Almost exactly a year ago, I read Margareta Magnusson’s The Gentle Art of Swedish Death Cleaning. I’d been hearing a lot about this practice of decluttering and organizing your home before you die so your loved ones aren’t burdened with the task.
And it’s a horrible burden to bear. My husband was saddled with this when his mother passed. I saddled my husband and kids with this task when we moved my mother to assisted living. I realized we accumulate so much stuff and most of it only has meaning for us. Our kids don’t have the same attachment to the knick-knacks and dust collectors. I can promise you that when you die, the items that have history for you will end up in the dump, the thrift store, or on a garage sale table.
Whenever Jeff and I go on a decluttering binge, we haul boxes of stuff to our local Goodwill. I was never interested in taking the time to photograph and list the stuff on sale sites. I wasn’t going to disrupt my day for a $20 sale or for someone who may not show up.

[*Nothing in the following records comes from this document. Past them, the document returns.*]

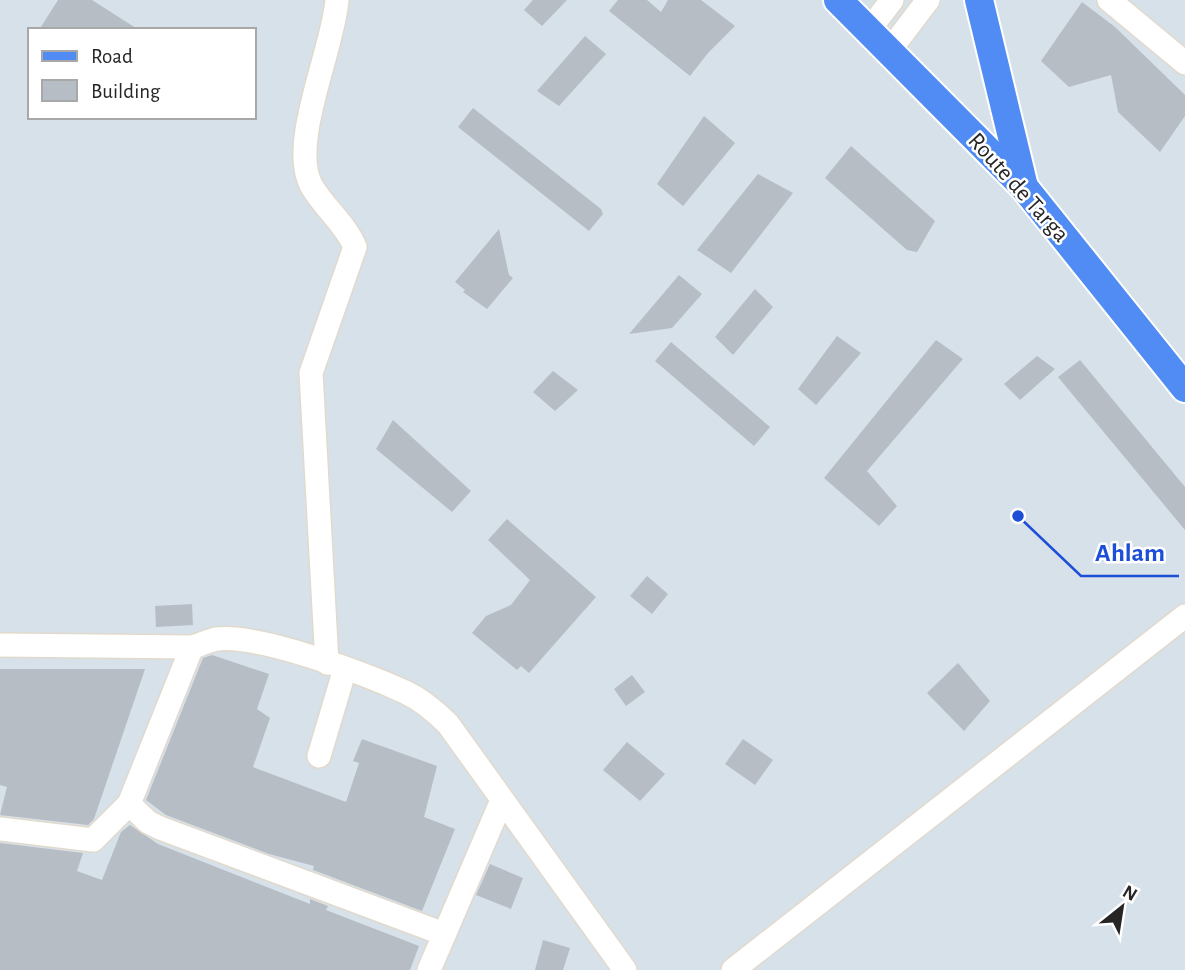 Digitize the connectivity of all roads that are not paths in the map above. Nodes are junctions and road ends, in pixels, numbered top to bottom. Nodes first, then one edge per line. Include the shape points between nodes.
1 (337, 0) edge
2 (838, 0) edge
3 (892, 0) edge
4 (928, 0) edge
5 (979, 0) edge
6 (1109, 0) edge
7 (869, 30) junction
8 (890, 50) junction
9 (1185, 62) edge
10 (1024, 187) junction
11 (1185, 388) edge
12 (1185, 617) edge
13 (0, 645) edge
14 (192, 647) junction
15 (336, 666) junction
16 (319, 756) dead end
17 (502, 800) junction
18 (129, 804) junction
19 (0, 829) edge
20 (444, 934) junction
21 (429, 970) edge
22 (625, 970) edge
23 (733, 970) edge

1 - 15 street via 304,141 311,184 355,247 311,373
2 - 7 main road, Route de Targa
3 - 7 street
4 - 8 street
5 - 10 main road
6 - 9 street
7 - 8 main road, Route de Targa
8 - 10 main road, Route de Targa
10 - 11 main road, Route de Targa
12 - 23 street
13 - 14 street
14 - 15 street via 218,639 244,642 290,650
14 - 18 street
15 - 16 street
15 - 17 street via 406,692 431,707
17 - 20 street
17 - 22 street
18 - 19 street via 93,839
18 - 20 street via 160,828
20 - 21 street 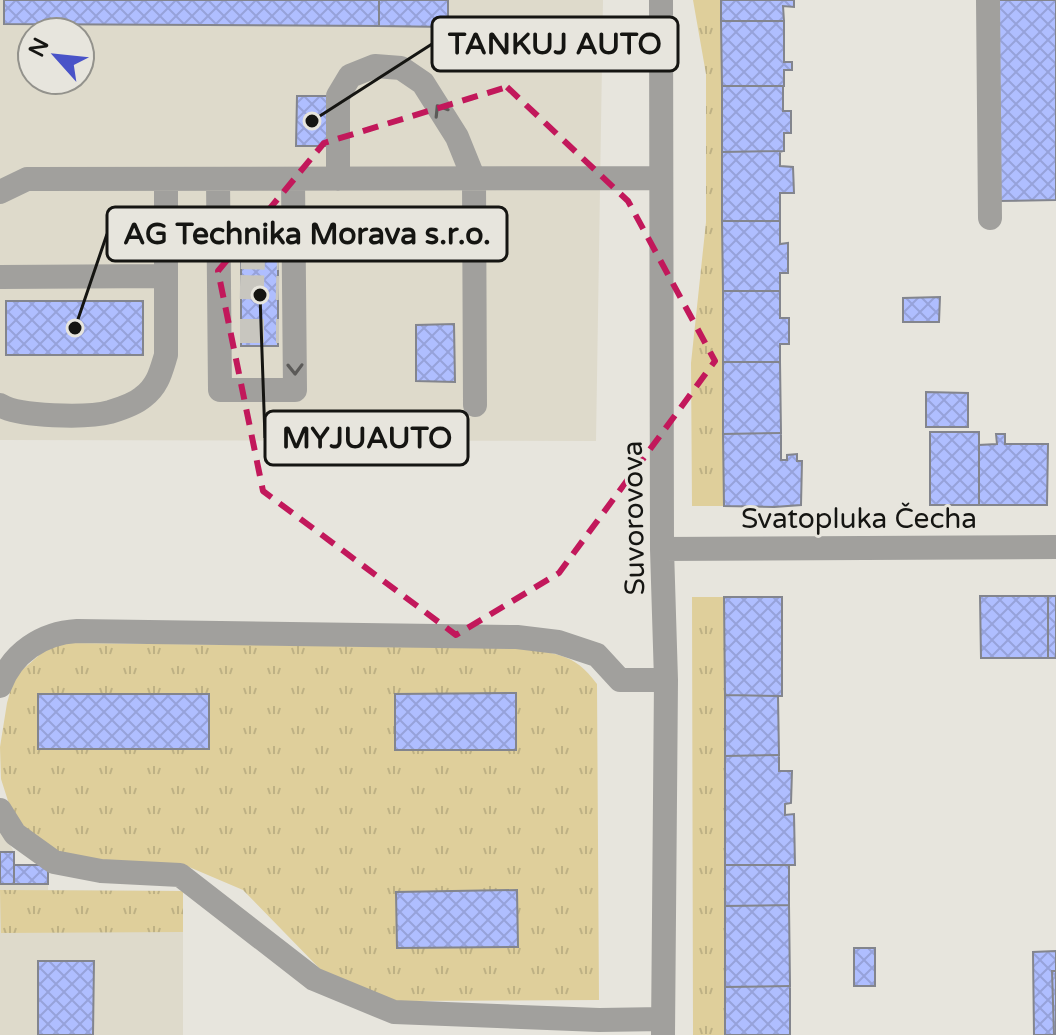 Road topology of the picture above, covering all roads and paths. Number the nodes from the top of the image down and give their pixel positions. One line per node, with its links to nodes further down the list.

My view of this changed recently.
I’ve been doing some “money work”, an endeavour triggered by wondering why I get anxious whenever Jeff tries to talk about our investments. I acknowledge that I shut down and tune out whenever we need to decide how to invest. I am afraid to spend the money in our savings account. I feel driven to noose any spending (by Jeff) that I deem wasteful (which is almost everything). I found myself wondering “why am I like this?” so I turned to books for help. I skimmed through The Psychology of Money, The Soul of Money and Get Rich, Lucky Bitch, looking for answers. I found a lot of anecdotes to which I couldn’t relate and a few pages of helpful information. I still have a lot of internal work to do.
The most profound thing I read was the notion that our homes are filled with hidden sources of money. I thought selling an item for $20 was a waste of my time, but one book pointed out that the effort vs return was worthwhile. It takes me 10 minutes to take photos and create a listing. Do that for six items, and I’m making $120 per hour for getting rid of shit sitting in my house with no purpose.
This was eye-opening and irritating. We had given so much stuff away. Money just slipped through our fingers. I had always been so eager to get things out of the house. Why was it suddenly so important to get rid of something that sat in the basement for years?
I know this is because I am comfortable with scarcity. As the child of a single working mom, we didn’t have much. Our fridge was never full. Our cupboards weren’t bare, but there was minimal selection. I feel safe and relaxed when I can see empty space.
But that ends now. I have resolved to sell the things we no longer need. Jeff is so on board with this, he built a spreadsheet so we can keep track of the money we bring in from the stuff. My goal is to get to $4000. There is no timeline, just a dollar amount. We have already passed the $500 mark.
Things take time to sell. The last thing I sold was listed for two months. Now that I have a goal, not only am I relaxed about getting rid of things, I’m also less attached to sunk cost value. Just because we paid $100 for something, doesn’t mean I should aim for top dollar on resale. Get it out, get money in the bank. For someone with fears and discomfort around money, this is a huge step. I can already feel the healing.
xo Dana
What I’m reading
I’m about to dive into Jeff Zentner’s Colton Gentry’s Third Act. Most people have never heard of Jeff, but I found him thanks to a fellow writer. I had him on my podcast, What Were You Thinking, a couple of years ago. He is one of a handful of authors whose work I’ll read without hesitation. From the first few pages, I already know this book will not disappoint.




Thank you for posting this, Dana. I can relate 100%. Finances make me ragey and nauseous at the same time. Why? I need to explore that. I have so much crap and I want to just dump it at Value Village and be done with it, but you're making me think twice. Maybe I can start selling and save for a book research trip??
Start selling!! It’s crazy how much money we toss away because we can’t be bothered. I think I want to give stuff away because I’m not comfortable with having more money. Sub-conscious sabotage? Probably. I’m currently journaling all the negative experiences I had with money when I was younger. It’s stirring up a lot of trauma and I’m only able to work on this for a few minutes at a time. I hope you find a way to ease your rage and nausea. XO.